§ EXERCISE GOAL
Figure out how many lines in the records below hold the string "joint". That number alone is the answer.

§ DATA TO EXAMINE
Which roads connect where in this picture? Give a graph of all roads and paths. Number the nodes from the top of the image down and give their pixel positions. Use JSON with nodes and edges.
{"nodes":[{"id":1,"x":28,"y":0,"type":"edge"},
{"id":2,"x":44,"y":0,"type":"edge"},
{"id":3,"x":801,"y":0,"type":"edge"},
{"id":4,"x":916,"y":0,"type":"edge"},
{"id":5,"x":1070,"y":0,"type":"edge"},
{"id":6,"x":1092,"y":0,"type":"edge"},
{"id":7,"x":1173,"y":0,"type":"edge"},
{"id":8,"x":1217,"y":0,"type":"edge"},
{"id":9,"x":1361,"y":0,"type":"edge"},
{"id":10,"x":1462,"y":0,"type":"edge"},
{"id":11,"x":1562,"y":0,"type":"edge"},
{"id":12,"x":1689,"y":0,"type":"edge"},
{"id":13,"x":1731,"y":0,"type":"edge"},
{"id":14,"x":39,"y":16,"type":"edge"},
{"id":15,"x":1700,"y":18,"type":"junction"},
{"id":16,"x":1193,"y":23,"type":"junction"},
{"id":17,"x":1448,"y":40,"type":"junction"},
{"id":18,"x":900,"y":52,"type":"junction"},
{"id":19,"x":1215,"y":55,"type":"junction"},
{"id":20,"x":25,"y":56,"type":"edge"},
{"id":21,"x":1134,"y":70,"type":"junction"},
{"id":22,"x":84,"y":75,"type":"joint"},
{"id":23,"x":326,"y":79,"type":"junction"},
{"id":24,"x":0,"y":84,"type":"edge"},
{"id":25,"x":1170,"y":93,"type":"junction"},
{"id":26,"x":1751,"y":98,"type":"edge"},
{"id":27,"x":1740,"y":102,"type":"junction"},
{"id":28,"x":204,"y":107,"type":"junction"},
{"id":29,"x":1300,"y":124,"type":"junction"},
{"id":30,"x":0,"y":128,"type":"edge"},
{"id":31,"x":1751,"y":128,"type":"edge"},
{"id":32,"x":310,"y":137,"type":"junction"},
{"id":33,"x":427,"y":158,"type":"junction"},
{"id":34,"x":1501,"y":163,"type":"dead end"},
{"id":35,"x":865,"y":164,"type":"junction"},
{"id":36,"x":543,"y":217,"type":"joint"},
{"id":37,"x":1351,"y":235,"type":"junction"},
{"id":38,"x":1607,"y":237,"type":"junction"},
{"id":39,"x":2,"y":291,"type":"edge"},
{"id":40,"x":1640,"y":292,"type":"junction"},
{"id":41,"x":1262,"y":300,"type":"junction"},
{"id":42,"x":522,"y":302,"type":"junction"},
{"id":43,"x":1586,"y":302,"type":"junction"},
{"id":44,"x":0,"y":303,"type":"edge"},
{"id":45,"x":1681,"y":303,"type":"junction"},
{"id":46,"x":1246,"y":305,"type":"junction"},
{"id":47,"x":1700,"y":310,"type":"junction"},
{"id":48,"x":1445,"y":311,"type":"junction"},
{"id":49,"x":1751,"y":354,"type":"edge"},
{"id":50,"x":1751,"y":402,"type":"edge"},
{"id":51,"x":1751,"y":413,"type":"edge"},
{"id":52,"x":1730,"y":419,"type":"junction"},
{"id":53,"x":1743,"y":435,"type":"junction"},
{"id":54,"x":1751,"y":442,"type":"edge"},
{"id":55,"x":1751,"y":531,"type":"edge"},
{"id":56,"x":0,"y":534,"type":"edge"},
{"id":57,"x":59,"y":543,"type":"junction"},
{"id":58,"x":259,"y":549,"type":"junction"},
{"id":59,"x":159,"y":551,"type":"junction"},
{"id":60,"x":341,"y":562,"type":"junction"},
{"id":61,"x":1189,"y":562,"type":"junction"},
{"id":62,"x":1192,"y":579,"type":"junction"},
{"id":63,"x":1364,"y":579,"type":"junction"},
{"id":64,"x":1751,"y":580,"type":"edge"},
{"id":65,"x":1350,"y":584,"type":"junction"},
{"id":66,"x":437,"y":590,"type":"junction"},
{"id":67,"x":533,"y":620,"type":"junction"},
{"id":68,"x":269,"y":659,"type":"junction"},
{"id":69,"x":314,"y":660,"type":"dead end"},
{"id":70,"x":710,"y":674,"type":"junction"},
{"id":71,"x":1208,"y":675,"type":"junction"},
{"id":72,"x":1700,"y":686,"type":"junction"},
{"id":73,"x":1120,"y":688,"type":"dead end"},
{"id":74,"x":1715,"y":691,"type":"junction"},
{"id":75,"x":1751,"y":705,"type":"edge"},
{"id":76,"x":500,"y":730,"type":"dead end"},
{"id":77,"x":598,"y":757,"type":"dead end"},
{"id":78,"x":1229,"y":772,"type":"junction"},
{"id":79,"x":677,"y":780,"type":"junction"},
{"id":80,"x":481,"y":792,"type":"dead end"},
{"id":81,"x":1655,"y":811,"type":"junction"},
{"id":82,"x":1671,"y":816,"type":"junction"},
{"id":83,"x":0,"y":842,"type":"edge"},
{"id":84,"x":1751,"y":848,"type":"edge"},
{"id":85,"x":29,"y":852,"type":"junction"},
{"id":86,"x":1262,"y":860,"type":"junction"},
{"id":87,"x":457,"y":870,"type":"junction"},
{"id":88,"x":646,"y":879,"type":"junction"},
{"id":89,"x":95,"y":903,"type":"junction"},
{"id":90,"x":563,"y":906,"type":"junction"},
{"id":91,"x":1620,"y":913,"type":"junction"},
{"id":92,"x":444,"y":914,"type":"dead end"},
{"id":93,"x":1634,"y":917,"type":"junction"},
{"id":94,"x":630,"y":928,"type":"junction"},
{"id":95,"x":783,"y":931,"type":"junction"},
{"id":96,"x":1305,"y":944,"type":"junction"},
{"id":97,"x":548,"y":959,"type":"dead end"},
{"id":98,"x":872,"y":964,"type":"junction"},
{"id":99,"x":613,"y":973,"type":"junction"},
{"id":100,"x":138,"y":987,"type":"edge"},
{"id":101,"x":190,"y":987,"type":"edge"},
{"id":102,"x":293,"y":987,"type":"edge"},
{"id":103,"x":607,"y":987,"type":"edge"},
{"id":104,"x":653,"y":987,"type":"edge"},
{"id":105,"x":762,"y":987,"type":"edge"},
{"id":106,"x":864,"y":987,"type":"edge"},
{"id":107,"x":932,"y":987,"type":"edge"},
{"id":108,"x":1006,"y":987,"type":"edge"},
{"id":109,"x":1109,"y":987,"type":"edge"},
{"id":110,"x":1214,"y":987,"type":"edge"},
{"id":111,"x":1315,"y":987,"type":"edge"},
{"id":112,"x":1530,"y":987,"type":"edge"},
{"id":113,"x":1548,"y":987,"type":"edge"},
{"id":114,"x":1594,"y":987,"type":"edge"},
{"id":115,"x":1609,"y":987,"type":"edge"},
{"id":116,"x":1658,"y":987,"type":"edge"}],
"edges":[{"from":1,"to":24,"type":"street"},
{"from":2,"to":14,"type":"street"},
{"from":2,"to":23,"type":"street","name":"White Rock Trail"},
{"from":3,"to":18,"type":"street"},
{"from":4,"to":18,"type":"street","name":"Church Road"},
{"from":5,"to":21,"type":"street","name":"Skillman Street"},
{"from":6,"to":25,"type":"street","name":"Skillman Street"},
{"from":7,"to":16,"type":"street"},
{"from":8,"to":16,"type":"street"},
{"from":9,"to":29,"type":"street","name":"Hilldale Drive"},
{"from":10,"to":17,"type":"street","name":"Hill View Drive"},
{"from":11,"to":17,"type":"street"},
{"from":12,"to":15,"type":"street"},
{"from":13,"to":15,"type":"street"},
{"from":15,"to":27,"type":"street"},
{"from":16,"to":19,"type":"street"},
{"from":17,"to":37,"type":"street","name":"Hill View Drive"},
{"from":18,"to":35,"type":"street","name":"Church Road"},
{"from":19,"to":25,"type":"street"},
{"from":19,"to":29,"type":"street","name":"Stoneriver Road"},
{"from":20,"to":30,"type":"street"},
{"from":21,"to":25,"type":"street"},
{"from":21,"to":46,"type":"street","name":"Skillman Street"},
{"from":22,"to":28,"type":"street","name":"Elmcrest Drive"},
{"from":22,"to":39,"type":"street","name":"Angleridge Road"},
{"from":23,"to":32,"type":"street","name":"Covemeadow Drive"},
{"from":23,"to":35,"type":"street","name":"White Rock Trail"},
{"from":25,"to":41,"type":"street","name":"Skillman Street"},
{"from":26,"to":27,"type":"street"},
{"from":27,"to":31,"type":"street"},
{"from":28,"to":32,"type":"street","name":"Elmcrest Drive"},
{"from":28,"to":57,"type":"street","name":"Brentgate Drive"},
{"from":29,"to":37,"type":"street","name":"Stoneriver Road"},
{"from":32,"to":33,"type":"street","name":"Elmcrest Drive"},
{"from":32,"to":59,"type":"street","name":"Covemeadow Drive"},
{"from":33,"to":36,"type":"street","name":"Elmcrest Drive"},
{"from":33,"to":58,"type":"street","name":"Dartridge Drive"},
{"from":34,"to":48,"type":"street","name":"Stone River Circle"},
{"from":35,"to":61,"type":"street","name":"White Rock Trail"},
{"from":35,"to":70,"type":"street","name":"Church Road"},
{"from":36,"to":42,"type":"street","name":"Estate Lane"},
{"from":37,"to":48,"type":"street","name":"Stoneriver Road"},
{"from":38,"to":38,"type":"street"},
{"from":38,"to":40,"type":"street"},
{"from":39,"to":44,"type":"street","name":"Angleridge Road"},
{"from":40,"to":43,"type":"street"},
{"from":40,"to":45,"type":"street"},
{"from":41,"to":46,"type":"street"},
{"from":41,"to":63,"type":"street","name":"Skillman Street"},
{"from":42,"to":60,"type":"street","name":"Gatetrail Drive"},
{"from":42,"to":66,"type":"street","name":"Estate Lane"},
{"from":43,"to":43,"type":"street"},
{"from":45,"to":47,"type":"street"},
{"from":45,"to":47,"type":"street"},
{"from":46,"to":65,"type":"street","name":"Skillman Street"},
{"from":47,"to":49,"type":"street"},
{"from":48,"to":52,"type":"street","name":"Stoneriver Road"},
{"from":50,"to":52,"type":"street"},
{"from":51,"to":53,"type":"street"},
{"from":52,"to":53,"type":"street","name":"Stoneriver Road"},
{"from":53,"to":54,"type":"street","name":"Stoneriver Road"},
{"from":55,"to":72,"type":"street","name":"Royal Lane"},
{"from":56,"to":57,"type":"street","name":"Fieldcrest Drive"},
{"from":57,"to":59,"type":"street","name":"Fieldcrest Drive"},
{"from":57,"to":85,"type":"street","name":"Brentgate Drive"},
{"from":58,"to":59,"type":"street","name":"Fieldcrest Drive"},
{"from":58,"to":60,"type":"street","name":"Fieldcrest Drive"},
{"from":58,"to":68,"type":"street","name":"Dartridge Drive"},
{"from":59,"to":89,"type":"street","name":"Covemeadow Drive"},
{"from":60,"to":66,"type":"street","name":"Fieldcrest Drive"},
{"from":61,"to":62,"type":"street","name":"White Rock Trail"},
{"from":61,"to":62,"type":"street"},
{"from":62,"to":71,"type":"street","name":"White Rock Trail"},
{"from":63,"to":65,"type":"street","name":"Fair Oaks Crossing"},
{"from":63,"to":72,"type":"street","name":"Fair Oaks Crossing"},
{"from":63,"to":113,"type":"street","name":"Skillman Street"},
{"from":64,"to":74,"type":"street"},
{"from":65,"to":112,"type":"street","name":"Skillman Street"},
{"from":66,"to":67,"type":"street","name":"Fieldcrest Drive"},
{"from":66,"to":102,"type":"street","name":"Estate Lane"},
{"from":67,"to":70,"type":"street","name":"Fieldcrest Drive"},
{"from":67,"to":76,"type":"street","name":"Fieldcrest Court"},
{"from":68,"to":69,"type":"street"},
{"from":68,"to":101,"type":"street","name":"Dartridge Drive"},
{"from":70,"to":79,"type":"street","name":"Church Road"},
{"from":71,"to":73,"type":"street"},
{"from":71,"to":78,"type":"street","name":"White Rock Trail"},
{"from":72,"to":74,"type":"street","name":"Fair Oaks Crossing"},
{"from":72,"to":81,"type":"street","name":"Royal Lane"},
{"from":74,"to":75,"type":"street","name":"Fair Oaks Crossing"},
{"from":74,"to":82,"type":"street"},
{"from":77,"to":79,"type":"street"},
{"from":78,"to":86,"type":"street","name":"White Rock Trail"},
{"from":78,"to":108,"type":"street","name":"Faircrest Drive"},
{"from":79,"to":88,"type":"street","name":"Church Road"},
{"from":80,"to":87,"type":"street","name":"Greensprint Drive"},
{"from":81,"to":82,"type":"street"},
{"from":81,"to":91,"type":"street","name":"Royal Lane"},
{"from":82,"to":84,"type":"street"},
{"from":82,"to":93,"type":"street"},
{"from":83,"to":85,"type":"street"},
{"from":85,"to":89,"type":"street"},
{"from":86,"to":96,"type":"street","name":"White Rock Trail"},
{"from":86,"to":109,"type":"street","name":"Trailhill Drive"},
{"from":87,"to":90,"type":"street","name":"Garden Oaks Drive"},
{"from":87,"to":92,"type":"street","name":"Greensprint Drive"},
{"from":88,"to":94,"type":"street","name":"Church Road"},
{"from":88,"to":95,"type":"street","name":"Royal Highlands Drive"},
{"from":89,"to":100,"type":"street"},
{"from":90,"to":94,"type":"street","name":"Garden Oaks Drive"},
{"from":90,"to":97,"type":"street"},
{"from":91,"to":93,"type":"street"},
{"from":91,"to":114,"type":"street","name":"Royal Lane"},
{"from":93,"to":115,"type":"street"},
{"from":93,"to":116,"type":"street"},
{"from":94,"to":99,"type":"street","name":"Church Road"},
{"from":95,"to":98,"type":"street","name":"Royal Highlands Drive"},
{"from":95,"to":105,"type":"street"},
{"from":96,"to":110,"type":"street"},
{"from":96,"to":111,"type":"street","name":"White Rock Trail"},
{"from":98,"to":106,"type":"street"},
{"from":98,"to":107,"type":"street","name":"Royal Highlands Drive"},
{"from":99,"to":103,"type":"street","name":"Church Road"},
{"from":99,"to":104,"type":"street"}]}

§ SOLUTION
2